Driving Me Nuts - Things You Never Should Do in the Kernel
Now that you understand the reasoning behind forbidding the ability to read a file from a kernel module, you of course can skip the rest of this article. It does not concern you, as you are off busily converting your kernel module to use sysfs.
Still here? Okay, so you still want to know how to read a file from a kernel module, and no amount of persuading can convince you otherwise. You promise never to try to do this in code that will be submitted for inclusion into the main kernel tree and that I never described how to do this, right?
Actually, reading a file is quite simple, once one minor issue is resolved. A number of the kernel system calls are exported for module use; these system calls start with sys_. So, for the read system call, the function sys_read should be used.
The common approach to reading a file is to try code that looks like the following:
fd = sys_open(filename, O_RDONLY, 0);
if (fd >= 0) {
/* read the file here */
sys_close(fd);
}
However, when this is tried within a kernel module, the sys_open() call usually returns the error -EFAULT. This causes the author to post the question to a mailing list, which elicits the “don't read a file from the kernel” response described above.
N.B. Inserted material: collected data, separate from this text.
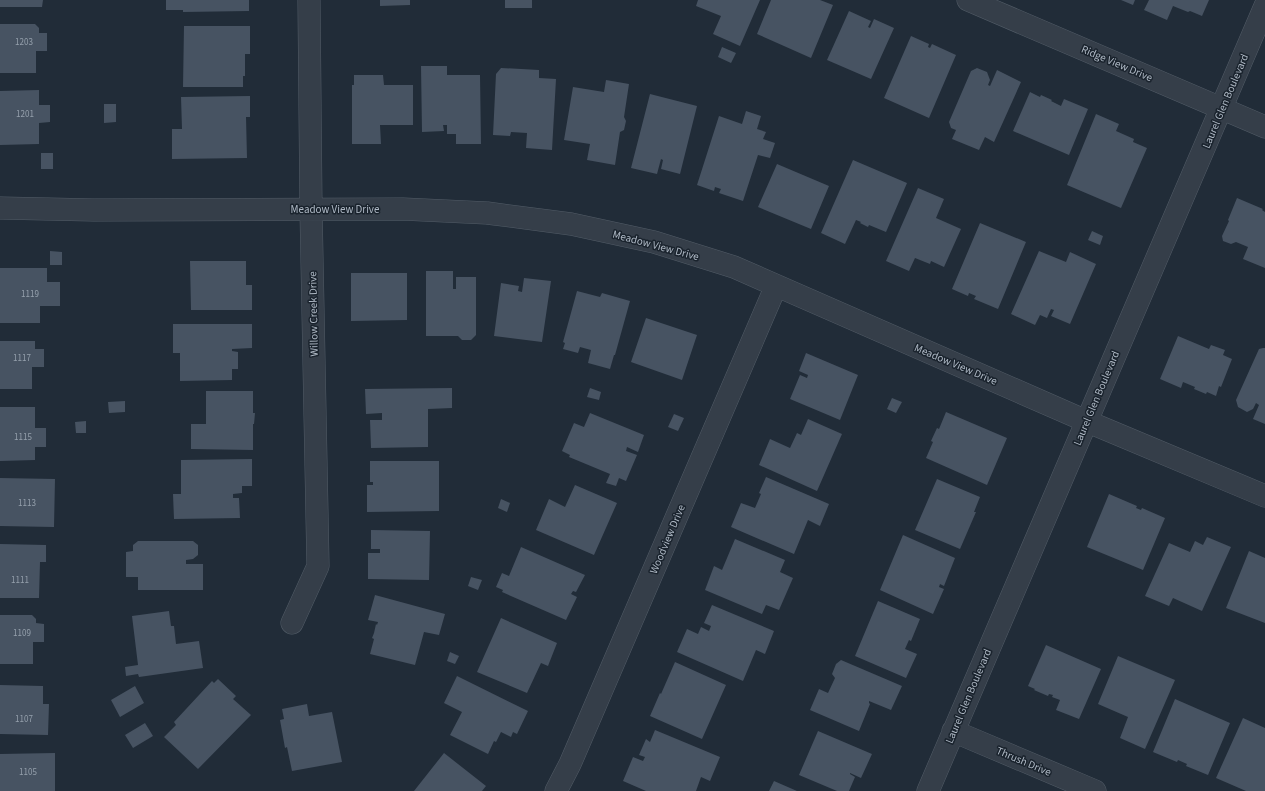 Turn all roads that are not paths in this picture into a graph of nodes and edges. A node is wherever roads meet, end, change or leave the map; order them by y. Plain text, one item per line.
1 (310, 0) edge
2 (968, 0) edge
3 (1265, 6) edge
4 (1222, 108) junction
5 (1265, 127) edge
6 (0, 208) edge
7 (311, 209) junction
8 (776, 286) junction
9 (1086, 421) junction
10 (1265, 496) edge
11 (292, 623) dead end
12 (953, 731) junction
13 (556, 791) edge
14 (928, 791) edge
15 (1095, 791) edge

1 - 7 street, Willow Creek Drive
2 - 4 street, Ridge View Drive
3 - 4 street, Laurel Glen Boulevard
4 - 5 street, Ridge View Drive
4 - 9 street, Laurel Glen Boulevard
6 - 7 street, Meadow View Drive
7 - 8 street, Meadow View Drive
7 - 11 street, Willow Creek Drive
8 - 9 street, Meadow View Drive
8 - 13 street, Woodview Drive
9 - 10 street, Meadow View Drive
9 - 12 street, Laurel Glen Boulevard
12 - 14 street, Laurel Glen Boulevard
12 - 15 street, Thrush Drive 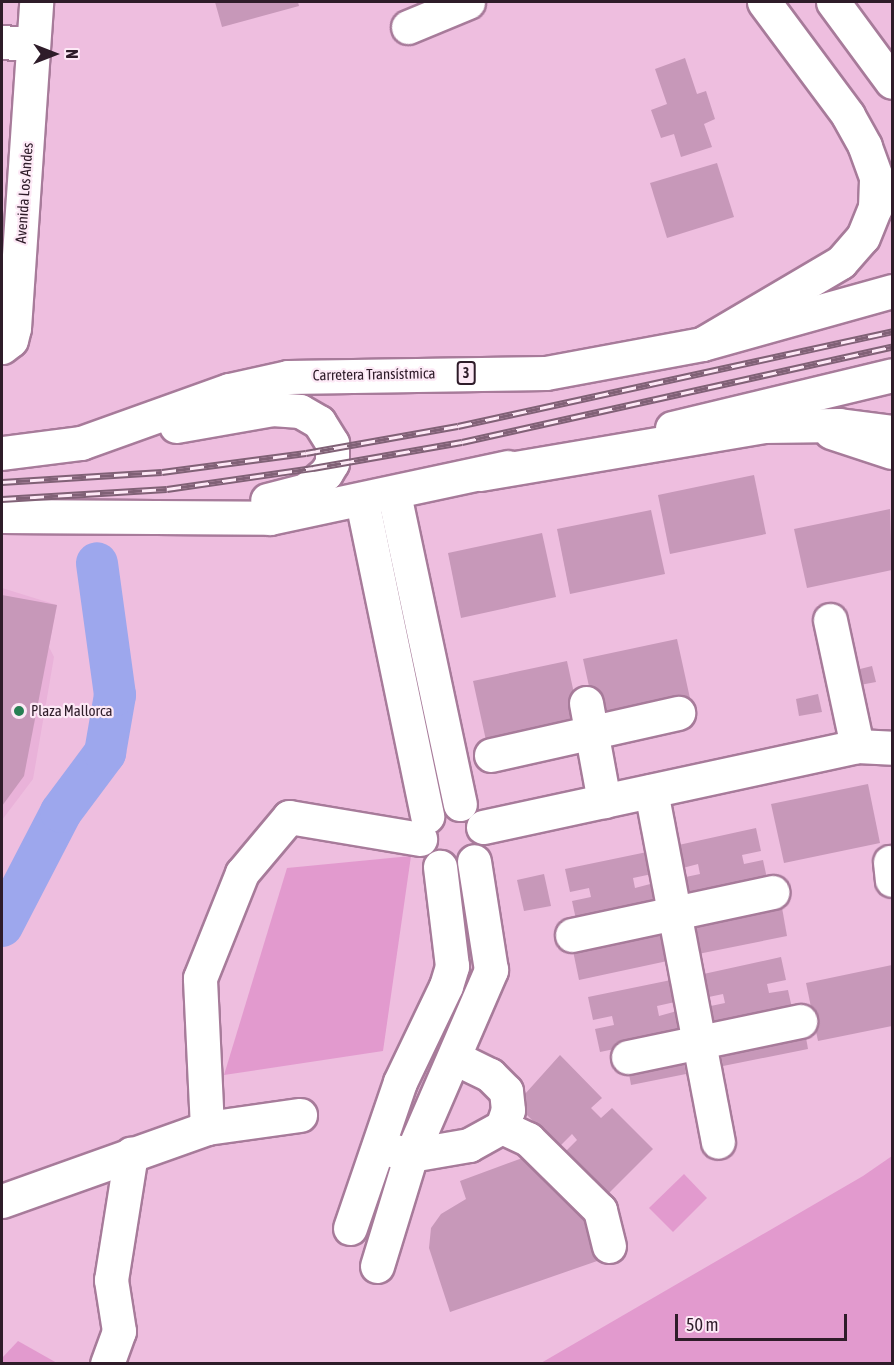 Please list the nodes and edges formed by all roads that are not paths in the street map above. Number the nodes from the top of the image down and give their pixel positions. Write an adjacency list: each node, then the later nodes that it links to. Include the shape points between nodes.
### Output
1 (36, 2): 7 (main road, Avenida Los Andes)
2 (468, 2): 5 (main road)
3 (764, 2): 12 (main road, via 848,115 865,146 876,177 875,208 863,237 841,262)
4 (832, 2): 8 (main road)
5 (408, 27)
6 (2, 42): 7 (main road)
7 (33, 44): 9 (main road, Avenida Los Andes)
8 (892, 82)
9 (12, 216): 11 (main road, Avenida Los Andes)
10 (892, 291): 12 (main road, Carretera Transístmica / 3)
11 (6, 344)
12 (702, 344): 16 (main road, Carretera Transístmica / 3, via 546,373 288,377 230,390)
13 (892, 375): 19 (main road)
14 (805, 424): 15 (main road); 17 (main road); 19 (main road, via 733,431)
15 (892, 432)
16 (81, 443): 18 (main road, Carretera Transístmica / 3); 23 (main road, via 286,409 320,422 332,443 333,455 317,483 292,496)
17 (892, 452)
18 (2, 453)
19 (480, 474): 20 (main road)
20 (394, 494): 21 (main road); 32 (main road)
21 (362, 501): 23 (main road, via 270,518); 33 (main road)
22 (2, 516): 23 (main road)
23 (86, 518)
24 (830, 620): 27 (main road)
25 (678, 714): 26 (main road)
26 (589, 717): 29 (main road); 31 (main road)
27 (857, 746): 28 (main road); 30 (main road)
28 (892, 748)
29 (492, 755)
30 (651, 791): 31 (main road); 38 (main road)
31 (604, 801): 34 (main road)
32 (460, 804): 33 (main road, via 441,805); 34 (main road, via 471,809)
33 (423, 827): 36 (main road, via 430,860); 46 (main road, via 289,817 242,873 200,978)
34 (483, 827): 35 (main road, via 485,839)
35 (474, 861): 36 (main road, via 464,867); 43 (main road, via 491,970)
36 (440, 867): 48 (main road, via 452,966 447,986 400,1082)
37 (772, 892): 38 (main road)
38 (675, 913): 39 (main road); 41 (main road)
39 (572, 935)
40 (800, 1021): 41 (main road)
41 (699, 1042): 42 (main road); 47 (main road)
42 (628, 1057)
43 (455, 1058): 45 (main road, via 490,1075 506,1091 507,1110); 50 (main road)
44 (300, 1115): 46 (main road)
45 (502, 1127): 50 (main road, via 469,1145); 53 (main road, via 528,1138 600,1210)
46 (207, 1128): 49 (main road)
47 (718, 1142)
48 (376, 1146): 50 (main road); 52 (main road)
49 (131, 1154): 51 (main road); 55 (main road, via 111,1280 119,1331)
50 (411, 1155): 54 (main road)
51 (2, 1201)
52 (350, 1228)
53 (609, 1246)
54 (377, 1266)
55 (107, 1364)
The main thing the author forgot to take into consideration is the kernel expects the pointer passed to the sys_open() function call to be coming from user space. So, it makes a check of the pointer to verify it is in the proper address space in order to try to convert it to a kernel pointer that the rest of the kernel can use. So, when we are trying to pass a kernel pointer to the function, the error -EFAULT occurs.
To handle this address space mismatch, use the functions get_fs() and set_fs(). These functions modify the current process address limits to whatever the caller wants. In the case of sys_open(), we want to tell the kernel that pointers from within the kernel address space are safe, so we call:
set_fs(KERNEL_DS);
The only two valid options for the set_fs() function are KERNEL_DS and USER_DS, roughly standing for kernel data segment and user data segment, respectively.
To determine what the current address limits are before modifying them, call the get_fs() function. Then, when the kernel module is done abusing the kernel API, it can restore the proper address limits.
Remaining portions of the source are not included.